Stored data entries
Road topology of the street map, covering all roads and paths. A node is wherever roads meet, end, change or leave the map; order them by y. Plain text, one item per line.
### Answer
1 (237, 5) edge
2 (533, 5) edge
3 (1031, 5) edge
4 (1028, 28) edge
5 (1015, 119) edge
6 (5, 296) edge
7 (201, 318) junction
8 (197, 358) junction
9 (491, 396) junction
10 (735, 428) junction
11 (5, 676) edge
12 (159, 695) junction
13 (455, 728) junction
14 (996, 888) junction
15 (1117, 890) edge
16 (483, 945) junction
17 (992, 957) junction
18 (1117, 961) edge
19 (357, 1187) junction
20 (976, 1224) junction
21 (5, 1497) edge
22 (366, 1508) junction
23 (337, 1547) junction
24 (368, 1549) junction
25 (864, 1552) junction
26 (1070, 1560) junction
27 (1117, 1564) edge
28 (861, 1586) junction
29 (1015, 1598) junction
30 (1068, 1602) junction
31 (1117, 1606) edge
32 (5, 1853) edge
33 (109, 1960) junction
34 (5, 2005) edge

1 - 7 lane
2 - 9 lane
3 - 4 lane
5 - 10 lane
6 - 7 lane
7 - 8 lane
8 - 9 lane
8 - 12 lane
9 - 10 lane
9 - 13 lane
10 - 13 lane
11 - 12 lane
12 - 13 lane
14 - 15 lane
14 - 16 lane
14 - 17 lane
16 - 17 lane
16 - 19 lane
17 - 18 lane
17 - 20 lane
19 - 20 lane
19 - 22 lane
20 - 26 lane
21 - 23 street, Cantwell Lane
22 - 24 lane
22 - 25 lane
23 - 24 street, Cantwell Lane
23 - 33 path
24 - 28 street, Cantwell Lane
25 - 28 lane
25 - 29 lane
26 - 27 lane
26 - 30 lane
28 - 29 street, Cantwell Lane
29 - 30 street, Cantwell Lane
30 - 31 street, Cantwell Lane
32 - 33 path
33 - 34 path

TASK ITEM → Each line of the entries where the string "Cantwell" occurs should be shown.

SOLVED EXERCISE →
21 - 23 street, Cantwell Lane
23 - 24 street, Cantwell Lane
24 - 28 street, Cantwell Lane
28 - 29 street, Cantwell Lane
29 - 30 street, Cantwell Lane
30 - 31 street, Cantwell Lane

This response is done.